A video of the scuffle on board the flight showed men and women aboard the Newcastle to Alicante Ryanair flight scrapping over the top of seats.
Ms. Burns further said that “the staff and other people on the plane kept telling her to sit down. The plane staff said they hadn't served her alcohol.
“She was sat two rows behind me, and she started getting really aggressive with people in front of her, f-ing and blinding and saying "What you looking at?"
“Then she started fighting with the man in front, and started getting aggressive with the lady asking her to move. The plane staff couldn't control her.
“The people she was attacking got moved to the front of the plane.
“She called my mum an "old hag" so that's when I started shouting at her as well, saying "Don't call my mum that."
Ryanair said the fight justifies the airline's call for changes to the sale of alcohol at airports. The firm's head of communications, Robin Kiely, said it was important to introduce a two-drink limit for each passenger and also a ban on alcohol sales before 10am
“It was all going on for about an hour and a half.”
She said she was disgusted that this sort of behaviour could be tolerated at no less a place than an airport.
“It's just something you don't expect to see there. And especially in mid-air on the plane too. It could have been much worse, and you don't want the children to see it, “she said.
She suggested that “I just don't think drinking should be allowed on planes.”
A spokesman for Ryanair said “The crew of this flight from Newcastle to Alicante (31 Aug) requested police assistance upon arrival after a passenger became disruptive inflight.
“The aircraft landed normally and the passenger was met by police.
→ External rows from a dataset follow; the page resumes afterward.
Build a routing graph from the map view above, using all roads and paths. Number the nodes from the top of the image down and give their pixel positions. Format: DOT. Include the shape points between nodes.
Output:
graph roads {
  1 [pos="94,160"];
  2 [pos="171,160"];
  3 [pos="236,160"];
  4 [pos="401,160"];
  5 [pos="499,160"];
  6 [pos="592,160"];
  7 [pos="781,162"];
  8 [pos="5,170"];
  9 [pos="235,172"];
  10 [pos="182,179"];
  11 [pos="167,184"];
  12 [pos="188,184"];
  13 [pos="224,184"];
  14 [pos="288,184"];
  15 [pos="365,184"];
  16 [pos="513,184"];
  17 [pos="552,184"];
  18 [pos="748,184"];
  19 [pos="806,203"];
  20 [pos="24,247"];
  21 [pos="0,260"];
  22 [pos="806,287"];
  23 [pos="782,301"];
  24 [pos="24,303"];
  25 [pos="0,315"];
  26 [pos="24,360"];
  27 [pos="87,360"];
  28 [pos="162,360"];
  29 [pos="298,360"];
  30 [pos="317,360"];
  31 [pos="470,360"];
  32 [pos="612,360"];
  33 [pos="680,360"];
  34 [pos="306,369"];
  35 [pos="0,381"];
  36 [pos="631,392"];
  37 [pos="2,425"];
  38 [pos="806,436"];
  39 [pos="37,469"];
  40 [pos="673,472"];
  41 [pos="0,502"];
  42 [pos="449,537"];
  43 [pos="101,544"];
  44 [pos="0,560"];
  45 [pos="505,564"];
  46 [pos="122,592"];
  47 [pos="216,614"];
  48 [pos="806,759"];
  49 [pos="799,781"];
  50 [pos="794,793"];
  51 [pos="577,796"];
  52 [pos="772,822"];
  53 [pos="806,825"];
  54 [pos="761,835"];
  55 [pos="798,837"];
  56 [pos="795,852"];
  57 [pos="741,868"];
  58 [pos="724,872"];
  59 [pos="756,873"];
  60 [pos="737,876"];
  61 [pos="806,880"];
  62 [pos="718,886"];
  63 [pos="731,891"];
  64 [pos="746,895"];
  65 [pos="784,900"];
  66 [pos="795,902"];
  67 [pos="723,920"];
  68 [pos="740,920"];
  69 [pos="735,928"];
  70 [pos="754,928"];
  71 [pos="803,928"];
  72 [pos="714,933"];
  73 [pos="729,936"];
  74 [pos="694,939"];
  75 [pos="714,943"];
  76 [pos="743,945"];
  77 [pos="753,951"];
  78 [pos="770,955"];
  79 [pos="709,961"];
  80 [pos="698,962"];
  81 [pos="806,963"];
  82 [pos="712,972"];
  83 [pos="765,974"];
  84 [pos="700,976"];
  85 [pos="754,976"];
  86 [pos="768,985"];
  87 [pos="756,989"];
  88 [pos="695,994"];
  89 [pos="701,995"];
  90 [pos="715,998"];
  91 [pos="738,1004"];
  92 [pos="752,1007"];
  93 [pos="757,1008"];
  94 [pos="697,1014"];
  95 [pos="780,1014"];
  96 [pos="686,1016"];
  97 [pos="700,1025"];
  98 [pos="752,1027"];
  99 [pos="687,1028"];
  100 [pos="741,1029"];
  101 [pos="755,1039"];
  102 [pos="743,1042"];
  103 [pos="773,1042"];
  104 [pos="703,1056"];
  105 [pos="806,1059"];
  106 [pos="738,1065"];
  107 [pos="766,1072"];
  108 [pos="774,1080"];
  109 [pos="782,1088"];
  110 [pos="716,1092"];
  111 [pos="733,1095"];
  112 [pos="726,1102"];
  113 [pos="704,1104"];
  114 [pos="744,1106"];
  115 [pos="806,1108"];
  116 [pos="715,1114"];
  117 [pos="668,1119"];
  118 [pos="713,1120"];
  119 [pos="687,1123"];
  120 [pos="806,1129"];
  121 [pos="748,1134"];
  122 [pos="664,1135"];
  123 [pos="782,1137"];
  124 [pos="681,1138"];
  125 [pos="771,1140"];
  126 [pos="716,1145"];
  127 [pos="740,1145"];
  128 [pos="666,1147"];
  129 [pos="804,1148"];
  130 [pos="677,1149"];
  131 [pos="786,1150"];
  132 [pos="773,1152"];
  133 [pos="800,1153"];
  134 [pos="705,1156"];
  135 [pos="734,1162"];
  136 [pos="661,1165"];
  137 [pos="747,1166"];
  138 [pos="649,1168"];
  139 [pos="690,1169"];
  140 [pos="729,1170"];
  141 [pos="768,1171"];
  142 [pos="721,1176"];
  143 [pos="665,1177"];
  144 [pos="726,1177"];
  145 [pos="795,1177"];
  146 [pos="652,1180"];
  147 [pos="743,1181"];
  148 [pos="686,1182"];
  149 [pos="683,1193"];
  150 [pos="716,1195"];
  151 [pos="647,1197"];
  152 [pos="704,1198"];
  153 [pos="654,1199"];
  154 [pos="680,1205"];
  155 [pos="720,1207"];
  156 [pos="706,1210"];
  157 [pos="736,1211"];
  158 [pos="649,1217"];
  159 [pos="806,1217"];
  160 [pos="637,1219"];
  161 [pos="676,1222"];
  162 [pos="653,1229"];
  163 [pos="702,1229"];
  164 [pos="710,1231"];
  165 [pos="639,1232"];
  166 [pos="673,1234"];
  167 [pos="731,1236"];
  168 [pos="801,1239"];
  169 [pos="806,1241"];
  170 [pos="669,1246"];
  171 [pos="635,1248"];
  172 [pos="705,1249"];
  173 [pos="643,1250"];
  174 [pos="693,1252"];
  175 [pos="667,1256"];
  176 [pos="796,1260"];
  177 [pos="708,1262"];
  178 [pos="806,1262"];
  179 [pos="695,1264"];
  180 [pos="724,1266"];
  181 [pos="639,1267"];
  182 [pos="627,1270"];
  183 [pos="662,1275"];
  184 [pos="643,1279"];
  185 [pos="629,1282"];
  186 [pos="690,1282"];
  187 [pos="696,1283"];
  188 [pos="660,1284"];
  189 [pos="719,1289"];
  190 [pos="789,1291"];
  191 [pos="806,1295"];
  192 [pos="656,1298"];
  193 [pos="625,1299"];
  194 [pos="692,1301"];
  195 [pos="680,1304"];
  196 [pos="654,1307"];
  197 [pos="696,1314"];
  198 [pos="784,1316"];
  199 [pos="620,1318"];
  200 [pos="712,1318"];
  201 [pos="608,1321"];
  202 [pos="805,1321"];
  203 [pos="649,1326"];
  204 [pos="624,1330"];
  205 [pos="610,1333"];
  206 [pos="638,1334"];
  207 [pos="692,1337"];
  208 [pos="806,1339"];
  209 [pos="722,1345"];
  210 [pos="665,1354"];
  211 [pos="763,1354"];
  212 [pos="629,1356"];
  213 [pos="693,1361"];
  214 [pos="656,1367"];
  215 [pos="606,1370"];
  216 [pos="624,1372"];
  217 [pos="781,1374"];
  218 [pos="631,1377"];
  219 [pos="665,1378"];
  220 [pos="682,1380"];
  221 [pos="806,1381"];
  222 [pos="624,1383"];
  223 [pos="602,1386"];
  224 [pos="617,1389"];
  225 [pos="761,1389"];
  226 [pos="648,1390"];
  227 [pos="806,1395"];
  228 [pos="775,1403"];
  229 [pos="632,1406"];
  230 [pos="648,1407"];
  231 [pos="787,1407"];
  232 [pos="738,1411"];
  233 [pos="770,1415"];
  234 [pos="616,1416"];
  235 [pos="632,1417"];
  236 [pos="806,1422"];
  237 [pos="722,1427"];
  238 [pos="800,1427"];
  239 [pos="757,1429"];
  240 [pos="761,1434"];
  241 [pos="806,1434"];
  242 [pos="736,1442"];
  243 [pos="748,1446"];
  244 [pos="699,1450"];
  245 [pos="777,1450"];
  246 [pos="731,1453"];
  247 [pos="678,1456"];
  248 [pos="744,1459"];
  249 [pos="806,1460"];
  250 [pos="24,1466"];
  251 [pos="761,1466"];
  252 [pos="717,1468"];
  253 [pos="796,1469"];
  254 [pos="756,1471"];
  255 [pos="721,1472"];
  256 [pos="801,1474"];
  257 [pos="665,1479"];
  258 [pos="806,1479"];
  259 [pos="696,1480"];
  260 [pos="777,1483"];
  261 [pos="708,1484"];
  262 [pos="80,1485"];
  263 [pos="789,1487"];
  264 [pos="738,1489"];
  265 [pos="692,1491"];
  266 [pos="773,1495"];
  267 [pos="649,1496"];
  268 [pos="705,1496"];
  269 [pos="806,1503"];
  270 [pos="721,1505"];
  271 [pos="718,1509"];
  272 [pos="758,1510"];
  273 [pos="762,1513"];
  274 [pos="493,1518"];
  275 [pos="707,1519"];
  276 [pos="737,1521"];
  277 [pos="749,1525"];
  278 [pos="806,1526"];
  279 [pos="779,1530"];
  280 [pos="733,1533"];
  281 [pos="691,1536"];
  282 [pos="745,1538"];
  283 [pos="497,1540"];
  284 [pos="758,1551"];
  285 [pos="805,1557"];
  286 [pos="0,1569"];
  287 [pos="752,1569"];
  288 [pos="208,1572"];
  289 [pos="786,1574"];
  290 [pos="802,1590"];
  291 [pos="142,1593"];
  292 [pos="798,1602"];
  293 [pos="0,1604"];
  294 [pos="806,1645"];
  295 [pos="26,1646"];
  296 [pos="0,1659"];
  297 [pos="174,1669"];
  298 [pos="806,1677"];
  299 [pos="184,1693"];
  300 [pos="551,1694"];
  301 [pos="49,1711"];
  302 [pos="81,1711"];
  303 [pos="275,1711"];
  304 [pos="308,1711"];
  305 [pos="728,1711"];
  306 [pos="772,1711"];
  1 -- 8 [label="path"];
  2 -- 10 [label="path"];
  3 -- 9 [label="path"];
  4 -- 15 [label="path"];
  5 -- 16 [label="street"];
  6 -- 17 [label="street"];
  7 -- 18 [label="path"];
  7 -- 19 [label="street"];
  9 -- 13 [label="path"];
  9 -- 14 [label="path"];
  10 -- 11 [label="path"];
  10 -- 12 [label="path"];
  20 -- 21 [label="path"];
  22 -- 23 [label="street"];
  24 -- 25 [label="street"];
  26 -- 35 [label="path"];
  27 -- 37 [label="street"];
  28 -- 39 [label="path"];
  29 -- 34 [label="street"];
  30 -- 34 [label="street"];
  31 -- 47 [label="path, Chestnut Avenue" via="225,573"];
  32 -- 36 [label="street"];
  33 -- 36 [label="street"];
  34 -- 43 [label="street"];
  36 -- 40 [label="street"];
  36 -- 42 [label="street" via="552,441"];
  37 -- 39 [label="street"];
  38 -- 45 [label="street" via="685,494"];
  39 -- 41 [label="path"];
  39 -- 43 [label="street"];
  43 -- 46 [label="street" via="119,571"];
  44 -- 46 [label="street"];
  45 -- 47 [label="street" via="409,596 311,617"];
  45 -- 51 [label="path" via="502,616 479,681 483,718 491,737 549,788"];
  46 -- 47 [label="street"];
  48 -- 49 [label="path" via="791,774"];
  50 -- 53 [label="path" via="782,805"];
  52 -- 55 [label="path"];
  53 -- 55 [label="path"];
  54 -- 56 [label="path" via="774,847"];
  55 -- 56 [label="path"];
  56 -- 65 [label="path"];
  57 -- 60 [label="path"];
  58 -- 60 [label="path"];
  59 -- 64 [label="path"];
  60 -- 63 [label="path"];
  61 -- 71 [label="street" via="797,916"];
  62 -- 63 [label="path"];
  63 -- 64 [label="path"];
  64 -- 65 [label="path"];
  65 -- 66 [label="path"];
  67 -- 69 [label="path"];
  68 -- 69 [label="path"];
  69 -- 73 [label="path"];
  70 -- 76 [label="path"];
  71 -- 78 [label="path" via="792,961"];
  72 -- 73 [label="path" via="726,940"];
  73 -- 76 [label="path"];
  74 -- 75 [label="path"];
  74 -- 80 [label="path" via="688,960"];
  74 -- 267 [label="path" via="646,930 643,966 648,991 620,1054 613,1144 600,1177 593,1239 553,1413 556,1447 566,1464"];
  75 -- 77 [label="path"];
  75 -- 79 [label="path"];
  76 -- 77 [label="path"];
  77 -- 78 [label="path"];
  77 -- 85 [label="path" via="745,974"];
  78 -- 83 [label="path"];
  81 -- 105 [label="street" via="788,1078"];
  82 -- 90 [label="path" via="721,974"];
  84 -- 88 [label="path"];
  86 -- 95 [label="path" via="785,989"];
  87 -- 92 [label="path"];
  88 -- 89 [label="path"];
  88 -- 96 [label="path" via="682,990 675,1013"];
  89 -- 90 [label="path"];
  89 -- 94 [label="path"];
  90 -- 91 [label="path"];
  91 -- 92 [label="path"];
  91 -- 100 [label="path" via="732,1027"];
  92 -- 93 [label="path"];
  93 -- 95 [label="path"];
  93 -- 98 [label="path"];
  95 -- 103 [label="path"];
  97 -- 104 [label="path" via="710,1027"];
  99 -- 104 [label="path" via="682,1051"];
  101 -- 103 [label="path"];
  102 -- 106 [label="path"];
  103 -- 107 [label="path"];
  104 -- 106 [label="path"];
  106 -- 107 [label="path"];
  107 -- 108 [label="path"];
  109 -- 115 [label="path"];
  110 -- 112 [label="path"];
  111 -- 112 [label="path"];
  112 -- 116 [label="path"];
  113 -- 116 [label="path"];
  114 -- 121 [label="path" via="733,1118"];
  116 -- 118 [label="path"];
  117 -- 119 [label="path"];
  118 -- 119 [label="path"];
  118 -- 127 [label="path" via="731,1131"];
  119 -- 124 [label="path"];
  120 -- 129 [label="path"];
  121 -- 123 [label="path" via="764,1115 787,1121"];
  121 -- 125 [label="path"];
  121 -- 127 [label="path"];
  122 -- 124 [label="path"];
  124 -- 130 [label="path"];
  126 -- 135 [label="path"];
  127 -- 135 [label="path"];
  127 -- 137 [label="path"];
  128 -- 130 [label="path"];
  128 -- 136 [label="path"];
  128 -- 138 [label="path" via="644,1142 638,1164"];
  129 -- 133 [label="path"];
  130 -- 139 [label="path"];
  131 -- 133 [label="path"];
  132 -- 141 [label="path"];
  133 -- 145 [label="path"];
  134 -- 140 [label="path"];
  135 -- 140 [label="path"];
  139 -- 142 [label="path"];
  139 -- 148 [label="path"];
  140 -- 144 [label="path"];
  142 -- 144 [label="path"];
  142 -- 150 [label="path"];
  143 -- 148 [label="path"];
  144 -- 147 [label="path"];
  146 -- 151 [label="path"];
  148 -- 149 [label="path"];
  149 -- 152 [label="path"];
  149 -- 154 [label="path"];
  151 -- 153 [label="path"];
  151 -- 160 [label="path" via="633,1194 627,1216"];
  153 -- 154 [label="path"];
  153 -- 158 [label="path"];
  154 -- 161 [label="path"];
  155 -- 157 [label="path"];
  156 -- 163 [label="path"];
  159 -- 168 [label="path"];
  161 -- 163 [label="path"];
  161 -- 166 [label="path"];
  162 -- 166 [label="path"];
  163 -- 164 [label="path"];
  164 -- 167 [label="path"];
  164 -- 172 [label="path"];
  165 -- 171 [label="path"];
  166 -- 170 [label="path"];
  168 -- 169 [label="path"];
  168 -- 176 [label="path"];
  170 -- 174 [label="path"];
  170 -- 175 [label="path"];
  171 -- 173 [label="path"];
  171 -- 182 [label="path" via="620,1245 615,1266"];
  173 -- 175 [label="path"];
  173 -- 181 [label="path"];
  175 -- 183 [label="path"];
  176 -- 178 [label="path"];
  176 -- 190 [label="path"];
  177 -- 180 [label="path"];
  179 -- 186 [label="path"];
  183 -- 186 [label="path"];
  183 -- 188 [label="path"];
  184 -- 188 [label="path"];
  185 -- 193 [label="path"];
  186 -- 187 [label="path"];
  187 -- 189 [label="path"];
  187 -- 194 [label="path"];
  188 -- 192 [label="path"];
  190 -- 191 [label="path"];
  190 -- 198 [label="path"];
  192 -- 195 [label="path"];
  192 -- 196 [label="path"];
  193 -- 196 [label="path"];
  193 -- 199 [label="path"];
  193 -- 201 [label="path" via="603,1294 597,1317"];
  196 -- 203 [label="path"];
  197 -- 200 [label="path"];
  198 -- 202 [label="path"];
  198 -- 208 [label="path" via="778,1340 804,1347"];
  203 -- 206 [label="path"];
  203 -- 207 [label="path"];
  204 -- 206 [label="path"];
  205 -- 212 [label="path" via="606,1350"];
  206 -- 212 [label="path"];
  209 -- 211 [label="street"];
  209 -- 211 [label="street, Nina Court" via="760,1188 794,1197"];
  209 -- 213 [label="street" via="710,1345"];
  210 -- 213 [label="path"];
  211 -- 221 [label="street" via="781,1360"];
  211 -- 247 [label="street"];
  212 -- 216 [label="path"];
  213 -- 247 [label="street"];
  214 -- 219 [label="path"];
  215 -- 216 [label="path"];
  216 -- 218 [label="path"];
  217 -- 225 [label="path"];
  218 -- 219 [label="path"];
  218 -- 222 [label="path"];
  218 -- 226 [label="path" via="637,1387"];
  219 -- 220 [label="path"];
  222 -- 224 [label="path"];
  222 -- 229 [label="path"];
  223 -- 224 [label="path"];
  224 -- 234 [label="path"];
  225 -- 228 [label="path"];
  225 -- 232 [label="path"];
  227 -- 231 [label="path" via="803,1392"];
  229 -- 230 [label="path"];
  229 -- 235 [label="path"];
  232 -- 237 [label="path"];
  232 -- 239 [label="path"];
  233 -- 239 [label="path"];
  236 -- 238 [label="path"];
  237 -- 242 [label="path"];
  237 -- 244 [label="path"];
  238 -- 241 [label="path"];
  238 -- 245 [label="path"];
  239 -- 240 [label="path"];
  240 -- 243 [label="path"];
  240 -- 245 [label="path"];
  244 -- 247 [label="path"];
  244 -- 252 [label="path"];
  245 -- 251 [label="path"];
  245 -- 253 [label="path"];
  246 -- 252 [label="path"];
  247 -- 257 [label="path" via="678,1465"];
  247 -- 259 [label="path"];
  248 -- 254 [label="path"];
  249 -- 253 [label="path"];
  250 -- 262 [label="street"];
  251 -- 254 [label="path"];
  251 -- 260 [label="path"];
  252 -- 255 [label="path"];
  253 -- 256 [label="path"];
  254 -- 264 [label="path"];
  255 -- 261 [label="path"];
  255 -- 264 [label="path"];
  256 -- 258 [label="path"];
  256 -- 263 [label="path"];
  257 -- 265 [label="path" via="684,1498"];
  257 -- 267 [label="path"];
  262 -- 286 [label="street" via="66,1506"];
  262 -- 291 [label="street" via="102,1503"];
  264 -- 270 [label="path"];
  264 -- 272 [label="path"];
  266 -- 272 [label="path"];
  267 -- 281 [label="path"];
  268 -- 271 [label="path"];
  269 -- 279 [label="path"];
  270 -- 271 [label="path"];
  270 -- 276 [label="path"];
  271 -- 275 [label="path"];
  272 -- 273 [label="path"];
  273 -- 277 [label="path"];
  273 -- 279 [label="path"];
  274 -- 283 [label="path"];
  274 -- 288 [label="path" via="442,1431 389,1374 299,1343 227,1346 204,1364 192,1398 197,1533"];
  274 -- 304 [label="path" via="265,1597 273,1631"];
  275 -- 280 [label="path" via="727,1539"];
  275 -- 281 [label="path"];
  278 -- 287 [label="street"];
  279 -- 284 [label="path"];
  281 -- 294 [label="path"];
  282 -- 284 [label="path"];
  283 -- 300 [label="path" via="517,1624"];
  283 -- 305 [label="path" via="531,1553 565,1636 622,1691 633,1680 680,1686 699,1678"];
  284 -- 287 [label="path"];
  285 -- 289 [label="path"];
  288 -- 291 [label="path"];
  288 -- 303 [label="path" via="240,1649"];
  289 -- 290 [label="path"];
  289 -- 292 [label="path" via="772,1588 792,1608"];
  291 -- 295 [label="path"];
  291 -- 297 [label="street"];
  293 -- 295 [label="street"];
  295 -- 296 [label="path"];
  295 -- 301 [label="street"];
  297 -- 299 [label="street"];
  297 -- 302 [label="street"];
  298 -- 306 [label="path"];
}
We will not tolerate unruly or disruptive behaviour at any time and the safety and comfort of our customers, crew and aircraft is our number one priority.
“This passenger has been banned from flying with Ryanair and this is now a matter for local police.
“This is exactly why we are calling for significant changes to prohibit the sale of alcohol at airports, such as a two-drink limit per passenger and no alcohol sales before 10am.
“It's incumbent on the airports to introduce these preventative measures to curb excessive drinking and the problems it creates, rather than allowing passengers to drink to excess before their flights.”